C’è abuso di permessi se manca il nesso causale tra assenza da lavoro e assistenza. Lo ribadisce la Cassazione
Torniamo a parlare dei permessi lavorativi della legge 104 che consentono di assentarsi per assistere un familiare con disabilità. Lo facciamo a seguito di una recente pronuncia della Corte di Cassazione, che nella sentenza 16 gennaio-19 giugno 2020, n.12032 ha ribadito la necessità che sussista un nesso causale tra l’assenza del lavoro e l’attività di assistenza al familiare disabile.
Nella sua sentenza, la Cassazione ha fatto riferimento anche ad una recente sentenza di legittimità (Cass. n. 19580/2019), secondo cui solo se “viene a mancare del tutto il nesso causale tra assenza dal lavoro ed assistenza al disabile, si è in presenza di un uso improprio o di un abuso del diritto ovvero di una grave violazione dei doveri di correttezza e buona fede sia nei confronti del datore di lavoro che dell’ente assicurativo che genera la responsabilità del dipendente”.
IL FATTO
Una donna, lavoratrice dipendente, aveva fruito dei permessi previsti dalla L. n. 104 del 1992, art. 33, comma 3 per assistere la madre, una donna con disabilità. La lavoratrice era stata successivamente licenziata poiché, sulla base della relazione dell’agenzia investigativa assoldata dal datore di lavoro, era stato ritenuto da quest’ultimo che la lavoratrice non avesse prestato effettiva assistenza alla madre durante il periodo di fruizione del permesso.
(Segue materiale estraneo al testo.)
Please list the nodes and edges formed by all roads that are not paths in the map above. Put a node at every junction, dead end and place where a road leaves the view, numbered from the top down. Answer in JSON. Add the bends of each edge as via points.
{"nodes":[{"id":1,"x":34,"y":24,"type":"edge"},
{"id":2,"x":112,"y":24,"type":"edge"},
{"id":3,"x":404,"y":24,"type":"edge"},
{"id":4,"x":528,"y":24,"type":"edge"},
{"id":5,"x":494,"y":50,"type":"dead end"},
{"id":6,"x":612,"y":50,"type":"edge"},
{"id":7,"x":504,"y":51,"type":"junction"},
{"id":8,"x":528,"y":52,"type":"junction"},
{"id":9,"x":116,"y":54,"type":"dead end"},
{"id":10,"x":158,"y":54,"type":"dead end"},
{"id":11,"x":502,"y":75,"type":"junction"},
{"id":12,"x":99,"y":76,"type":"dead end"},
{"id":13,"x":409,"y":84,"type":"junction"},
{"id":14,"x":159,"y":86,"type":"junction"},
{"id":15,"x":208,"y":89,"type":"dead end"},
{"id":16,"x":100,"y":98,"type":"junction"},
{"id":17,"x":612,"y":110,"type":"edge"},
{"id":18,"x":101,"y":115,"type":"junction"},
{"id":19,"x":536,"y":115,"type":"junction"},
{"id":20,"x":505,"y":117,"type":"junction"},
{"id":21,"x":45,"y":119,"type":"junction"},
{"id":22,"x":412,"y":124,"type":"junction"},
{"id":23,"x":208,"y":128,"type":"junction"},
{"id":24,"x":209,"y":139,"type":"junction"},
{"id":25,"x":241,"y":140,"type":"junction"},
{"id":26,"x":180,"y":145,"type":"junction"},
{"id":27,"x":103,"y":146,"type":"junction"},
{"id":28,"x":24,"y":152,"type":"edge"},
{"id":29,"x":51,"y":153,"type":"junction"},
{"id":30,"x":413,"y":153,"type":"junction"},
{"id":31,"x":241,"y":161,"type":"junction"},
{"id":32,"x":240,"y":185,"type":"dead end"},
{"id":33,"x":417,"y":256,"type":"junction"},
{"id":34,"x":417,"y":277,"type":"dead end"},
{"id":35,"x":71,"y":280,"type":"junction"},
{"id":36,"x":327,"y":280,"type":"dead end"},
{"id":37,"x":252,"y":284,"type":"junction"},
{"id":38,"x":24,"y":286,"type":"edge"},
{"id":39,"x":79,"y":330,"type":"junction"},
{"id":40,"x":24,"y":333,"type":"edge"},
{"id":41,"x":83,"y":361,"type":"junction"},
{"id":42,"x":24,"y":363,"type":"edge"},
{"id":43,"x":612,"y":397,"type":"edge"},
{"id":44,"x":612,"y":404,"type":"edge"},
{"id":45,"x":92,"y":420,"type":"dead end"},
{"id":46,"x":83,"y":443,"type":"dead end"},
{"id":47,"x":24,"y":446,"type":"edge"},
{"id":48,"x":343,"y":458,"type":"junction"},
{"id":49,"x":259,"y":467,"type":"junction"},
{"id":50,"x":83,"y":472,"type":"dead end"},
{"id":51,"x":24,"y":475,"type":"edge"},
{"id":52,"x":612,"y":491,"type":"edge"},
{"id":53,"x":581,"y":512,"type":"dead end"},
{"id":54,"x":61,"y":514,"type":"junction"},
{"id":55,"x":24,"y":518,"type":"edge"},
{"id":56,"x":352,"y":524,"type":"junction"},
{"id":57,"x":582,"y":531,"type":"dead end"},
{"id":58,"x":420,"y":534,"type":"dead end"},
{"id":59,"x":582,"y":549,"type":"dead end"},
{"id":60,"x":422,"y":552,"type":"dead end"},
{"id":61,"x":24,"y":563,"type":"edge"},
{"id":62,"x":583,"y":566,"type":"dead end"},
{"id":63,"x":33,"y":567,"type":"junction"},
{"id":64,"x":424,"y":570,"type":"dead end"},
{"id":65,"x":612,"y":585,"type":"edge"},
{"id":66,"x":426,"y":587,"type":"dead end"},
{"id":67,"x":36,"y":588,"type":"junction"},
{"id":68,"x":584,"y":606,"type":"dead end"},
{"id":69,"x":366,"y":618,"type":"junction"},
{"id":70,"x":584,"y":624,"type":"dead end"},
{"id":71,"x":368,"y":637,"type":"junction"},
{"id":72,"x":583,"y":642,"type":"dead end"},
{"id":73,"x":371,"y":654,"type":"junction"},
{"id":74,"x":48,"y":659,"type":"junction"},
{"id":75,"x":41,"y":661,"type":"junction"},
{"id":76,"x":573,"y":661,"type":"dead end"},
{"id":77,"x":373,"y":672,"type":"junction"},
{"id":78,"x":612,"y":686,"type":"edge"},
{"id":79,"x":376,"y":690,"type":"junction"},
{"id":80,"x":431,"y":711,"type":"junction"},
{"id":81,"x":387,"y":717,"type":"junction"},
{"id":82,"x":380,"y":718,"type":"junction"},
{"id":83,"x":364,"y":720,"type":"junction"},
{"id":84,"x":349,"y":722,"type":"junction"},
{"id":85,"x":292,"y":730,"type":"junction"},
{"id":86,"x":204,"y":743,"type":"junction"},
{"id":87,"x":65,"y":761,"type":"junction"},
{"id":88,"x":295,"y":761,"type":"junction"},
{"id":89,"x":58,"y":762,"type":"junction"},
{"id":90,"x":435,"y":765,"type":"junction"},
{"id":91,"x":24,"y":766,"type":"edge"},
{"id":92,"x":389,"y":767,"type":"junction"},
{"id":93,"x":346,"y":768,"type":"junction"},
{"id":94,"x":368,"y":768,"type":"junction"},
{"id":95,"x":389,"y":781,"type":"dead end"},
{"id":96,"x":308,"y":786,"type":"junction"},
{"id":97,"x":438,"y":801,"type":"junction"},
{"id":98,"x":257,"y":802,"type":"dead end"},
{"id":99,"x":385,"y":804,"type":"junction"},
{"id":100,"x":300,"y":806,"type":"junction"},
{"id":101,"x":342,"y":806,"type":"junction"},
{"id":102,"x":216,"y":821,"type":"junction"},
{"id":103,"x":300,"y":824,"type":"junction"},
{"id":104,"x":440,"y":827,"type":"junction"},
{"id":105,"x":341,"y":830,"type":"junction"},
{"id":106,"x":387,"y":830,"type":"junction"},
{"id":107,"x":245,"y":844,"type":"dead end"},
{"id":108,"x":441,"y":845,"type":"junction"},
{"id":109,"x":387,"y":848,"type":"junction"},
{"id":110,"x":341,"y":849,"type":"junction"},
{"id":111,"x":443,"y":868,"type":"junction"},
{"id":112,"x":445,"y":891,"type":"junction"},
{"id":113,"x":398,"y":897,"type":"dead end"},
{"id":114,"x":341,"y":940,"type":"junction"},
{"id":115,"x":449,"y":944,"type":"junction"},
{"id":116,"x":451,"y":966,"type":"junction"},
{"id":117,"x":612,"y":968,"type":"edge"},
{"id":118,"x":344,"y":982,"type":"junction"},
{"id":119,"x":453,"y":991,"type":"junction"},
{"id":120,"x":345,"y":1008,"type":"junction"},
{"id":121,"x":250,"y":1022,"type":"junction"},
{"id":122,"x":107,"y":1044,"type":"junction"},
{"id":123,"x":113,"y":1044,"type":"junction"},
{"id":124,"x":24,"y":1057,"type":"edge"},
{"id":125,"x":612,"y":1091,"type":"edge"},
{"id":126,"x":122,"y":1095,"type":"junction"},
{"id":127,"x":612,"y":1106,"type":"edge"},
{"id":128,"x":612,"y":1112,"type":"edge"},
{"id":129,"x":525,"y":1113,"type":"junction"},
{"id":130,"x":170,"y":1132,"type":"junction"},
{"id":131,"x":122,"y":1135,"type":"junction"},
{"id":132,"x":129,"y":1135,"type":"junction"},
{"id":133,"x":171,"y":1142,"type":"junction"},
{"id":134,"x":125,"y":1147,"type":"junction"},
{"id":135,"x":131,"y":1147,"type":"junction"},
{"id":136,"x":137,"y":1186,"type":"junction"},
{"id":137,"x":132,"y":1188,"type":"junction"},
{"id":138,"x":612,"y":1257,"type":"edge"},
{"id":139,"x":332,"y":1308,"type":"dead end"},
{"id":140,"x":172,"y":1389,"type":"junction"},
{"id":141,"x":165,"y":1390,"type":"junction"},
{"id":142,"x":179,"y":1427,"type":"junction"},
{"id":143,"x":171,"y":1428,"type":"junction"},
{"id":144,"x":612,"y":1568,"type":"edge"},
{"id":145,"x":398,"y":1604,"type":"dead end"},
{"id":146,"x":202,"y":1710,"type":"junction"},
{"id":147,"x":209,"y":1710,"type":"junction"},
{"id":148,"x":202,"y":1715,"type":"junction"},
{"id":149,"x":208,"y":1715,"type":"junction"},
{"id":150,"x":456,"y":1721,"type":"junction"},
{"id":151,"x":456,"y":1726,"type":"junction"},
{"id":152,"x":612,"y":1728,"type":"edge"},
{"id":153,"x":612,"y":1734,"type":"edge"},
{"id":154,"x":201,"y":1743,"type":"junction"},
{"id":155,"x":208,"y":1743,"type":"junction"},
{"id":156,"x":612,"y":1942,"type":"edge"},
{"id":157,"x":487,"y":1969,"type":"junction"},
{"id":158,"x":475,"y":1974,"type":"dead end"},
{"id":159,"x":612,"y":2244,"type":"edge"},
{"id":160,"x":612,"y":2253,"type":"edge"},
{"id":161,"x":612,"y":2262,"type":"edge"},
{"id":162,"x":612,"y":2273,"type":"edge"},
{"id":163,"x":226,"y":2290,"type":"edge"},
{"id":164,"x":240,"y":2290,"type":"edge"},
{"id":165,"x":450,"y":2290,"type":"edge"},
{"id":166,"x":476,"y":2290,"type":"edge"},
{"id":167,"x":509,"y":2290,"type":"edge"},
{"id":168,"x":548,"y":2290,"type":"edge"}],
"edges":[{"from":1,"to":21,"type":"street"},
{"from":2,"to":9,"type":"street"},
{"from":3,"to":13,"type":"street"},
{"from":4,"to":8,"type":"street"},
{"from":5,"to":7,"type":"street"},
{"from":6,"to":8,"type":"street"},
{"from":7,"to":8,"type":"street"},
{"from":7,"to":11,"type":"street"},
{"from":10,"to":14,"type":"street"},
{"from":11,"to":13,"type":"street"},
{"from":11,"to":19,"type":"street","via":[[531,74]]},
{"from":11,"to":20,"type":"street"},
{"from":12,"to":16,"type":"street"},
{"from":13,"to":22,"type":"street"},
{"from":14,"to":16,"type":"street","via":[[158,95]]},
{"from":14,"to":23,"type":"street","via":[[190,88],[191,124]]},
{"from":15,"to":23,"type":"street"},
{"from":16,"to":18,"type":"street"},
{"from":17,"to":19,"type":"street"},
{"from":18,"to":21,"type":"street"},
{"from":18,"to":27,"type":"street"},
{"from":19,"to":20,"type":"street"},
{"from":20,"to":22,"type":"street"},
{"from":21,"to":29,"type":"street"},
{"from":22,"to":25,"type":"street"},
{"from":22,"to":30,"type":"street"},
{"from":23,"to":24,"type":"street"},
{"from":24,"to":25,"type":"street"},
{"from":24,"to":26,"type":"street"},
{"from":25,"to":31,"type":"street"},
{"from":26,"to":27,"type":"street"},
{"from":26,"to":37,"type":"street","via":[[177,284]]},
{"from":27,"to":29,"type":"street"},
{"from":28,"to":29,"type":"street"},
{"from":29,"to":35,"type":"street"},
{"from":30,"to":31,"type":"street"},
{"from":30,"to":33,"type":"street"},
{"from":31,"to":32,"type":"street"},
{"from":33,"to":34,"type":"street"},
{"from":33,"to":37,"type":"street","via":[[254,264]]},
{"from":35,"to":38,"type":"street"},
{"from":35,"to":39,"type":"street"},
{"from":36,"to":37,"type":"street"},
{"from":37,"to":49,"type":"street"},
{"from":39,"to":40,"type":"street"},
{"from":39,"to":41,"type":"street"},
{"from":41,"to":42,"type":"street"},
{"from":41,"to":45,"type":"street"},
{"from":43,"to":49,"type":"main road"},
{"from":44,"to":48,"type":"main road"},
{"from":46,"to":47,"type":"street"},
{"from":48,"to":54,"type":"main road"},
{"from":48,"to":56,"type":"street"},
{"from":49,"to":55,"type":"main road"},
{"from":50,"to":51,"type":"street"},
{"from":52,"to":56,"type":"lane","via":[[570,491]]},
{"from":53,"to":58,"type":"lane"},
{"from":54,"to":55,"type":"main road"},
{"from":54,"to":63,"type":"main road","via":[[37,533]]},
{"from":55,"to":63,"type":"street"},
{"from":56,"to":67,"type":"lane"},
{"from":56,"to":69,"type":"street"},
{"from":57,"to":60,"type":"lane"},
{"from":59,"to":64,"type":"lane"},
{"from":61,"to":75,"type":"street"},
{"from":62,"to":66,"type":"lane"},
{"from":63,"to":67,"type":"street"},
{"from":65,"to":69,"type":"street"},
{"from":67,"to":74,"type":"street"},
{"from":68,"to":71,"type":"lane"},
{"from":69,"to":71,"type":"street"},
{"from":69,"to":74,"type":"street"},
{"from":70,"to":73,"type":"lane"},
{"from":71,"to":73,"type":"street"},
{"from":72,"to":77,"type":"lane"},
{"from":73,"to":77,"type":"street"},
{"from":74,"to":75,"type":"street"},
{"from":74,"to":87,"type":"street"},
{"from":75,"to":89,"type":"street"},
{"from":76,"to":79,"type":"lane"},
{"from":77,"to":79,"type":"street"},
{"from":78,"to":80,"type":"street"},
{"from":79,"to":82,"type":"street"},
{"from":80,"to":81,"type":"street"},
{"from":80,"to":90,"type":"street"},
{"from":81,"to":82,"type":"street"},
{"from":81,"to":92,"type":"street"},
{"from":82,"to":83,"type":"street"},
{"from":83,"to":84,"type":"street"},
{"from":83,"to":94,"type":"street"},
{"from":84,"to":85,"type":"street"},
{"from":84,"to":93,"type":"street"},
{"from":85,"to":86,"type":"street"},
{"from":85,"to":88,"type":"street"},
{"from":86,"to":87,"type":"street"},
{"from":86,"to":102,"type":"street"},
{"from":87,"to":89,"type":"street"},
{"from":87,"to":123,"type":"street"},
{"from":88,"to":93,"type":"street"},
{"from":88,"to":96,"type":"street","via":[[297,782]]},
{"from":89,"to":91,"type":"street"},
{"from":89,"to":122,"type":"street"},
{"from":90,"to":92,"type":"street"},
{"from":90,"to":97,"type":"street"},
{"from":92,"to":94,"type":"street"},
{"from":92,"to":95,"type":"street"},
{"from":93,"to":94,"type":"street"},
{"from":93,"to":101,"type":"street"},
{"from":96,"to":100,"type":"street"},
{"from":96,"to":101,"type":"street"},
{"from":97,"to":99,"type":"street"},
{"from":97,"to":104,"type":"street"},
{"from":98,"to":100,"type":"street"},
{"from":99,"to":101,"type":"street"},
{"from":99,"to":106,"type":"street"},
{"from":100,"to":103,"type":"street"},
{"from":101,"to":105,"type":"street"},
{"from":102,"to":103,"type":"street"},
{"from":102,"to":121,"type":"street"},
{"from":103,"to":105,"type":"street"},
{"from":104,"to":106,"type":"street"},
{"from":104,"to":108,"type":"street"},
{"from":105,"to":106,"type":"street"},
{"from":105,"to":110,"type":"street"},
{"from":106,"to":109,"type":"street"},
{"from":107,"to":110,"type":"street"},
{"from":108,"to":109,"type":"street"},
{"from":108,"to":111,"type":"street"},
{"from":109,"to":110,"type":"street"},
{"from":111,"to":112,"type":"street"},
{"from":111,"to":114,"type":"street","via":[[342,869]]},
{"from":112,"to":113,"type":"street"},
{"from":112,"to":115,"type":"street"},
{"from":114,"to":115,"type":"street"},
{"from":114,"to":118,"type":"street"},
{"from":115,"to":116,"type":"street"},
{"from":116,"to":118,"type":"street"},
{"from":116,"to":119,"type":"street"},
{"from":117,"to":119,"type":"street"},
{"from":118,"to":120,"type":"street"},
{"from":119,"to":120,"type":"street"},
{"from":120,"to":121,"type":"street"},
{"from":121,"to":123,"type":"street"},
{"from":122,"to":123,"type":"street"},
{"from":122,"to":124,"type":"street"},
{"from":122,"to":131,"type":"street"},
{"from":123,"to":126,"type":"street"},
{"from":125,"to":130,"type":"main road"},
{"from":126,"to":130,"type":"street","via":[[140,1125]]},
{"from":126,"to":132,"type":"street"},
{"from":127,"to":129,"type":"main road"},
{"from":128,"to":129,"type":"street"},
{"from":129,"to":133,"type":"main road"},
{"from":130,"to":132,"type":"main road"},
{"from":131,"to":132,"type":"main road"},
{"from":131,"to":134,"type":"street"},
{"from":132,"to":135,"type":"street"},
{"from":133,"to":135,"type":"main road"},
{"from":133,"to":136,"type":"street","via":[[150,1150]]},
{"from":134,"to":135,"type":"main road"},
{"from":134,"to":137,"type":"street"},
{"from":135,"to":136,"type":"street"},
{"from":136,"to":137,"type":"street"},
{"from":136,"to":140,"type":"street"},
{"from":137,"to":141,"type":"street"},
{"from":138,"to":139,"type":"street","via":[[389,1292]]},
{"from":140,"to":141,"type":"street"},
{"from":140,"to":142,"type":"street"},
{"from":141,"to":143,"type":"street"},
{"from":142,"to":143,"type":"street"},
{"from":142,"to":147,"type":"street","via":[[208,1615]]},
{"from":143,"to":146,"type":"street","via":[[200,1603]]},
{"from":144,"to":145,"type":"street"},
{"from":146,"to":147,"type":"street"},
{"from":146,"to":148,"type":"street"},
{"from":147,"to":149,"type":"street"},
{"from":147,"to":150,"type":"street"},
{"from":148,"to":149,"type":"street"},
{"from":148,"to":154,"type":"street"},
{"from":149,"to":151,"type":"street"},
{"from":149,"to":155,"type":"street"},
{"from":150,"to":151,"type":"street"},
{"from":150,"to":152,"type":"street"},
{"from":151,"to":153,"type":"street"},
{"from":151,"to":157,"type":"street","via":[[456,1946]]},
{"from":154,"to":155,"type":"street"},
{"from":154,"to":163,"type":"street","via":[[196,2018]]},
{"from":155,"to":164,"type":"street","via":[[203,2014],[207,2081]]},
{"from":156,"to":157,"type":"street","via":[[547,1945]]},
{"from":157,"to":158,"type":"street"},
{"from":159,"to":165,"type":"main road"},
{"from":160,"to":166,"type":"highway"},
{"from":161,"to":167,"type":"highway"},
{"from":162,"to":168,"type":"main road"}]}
Ne era seguito il ricorso da parte della lavoratrice prima in Tribunal e poi alla Corte d’Appello di Bologna, che ha disposto il reintegro della lavoratrice e un risarcimento pari a dodici mensilità, e infine il nuovo ricorso dell’azienda alla Corte di Cassazione (Sezione Lavoro), che lo ha invece respinto, confermando quanto stabilito dalla Corte d’Appello.
Il caso è interessante perché si torna alla questione delle attività consentite o che debbano o meno implicare la compresenza con la persona da assistere, o se si possa ritenere “valida”, ai fini della fruizione dei permessi da legge 104, anche una serie di attività, ovviamente a vantaggio del soggetto non autosufficiente, da sbrigare anche fuori di casa, o comunque non in presenza.
LA SENTENZA
Il giudice della Corte di Cassazione ha ritenuto congrua la motivazione del Tribunale di primo grado, ritenendo che la relazione dell’agenzia investigativa da cui l’azienda aveva evinto che la lavoratrice non aveva prestato effettiva assistenza alla madre disabile durante il periodo di fruizione dei permessi, fornisse un quadro assolutamente lacunoso delle attività svolte dalla donna: da ciò non poteva reputarsi dimostrato che la dipendente avesse svolto attività incompatibili con l’assistenza.
In particolare, la Corte ha escluso che la “pochezza” delle risultanze investigative potesse integrare un quadro indiziario di una certa significatività, essendo invece emerso che la donna svolgeva una serie di attività a vantaggio dell’anziana madre non implicanti necessariamente la permanenza presso l’abitazione della stessa.
Nel caso specifico, inoltre, la Corte ribadisce che è in capo al datore di lavoro l’onere della prova dell’assenza di assistenza e/o dello svolgimento da parte dell’utilizzatore dei permessi di attività incompatibili con la prestazione della stessa. In sostanza, sta al datore di lavoro provare che la donna non si sarebbe occupata della madre durante la fruizione dei permessi.
La Corte ha quindi ribadito che soltanto ove venga a mancare del tutto il nesso causale tra assenza dal lavoro ed assistenza al disabile, si è in presenza di un uso improprio o di un abuso del diritto ovvero di una grave violazione dei doveri di correttezza e buona fede sia nei confronti del datore di lavoro che dell’ente assicurativo che genera la responsabilità del dipendente (ancora Cass. n. 19580/2019 cit.).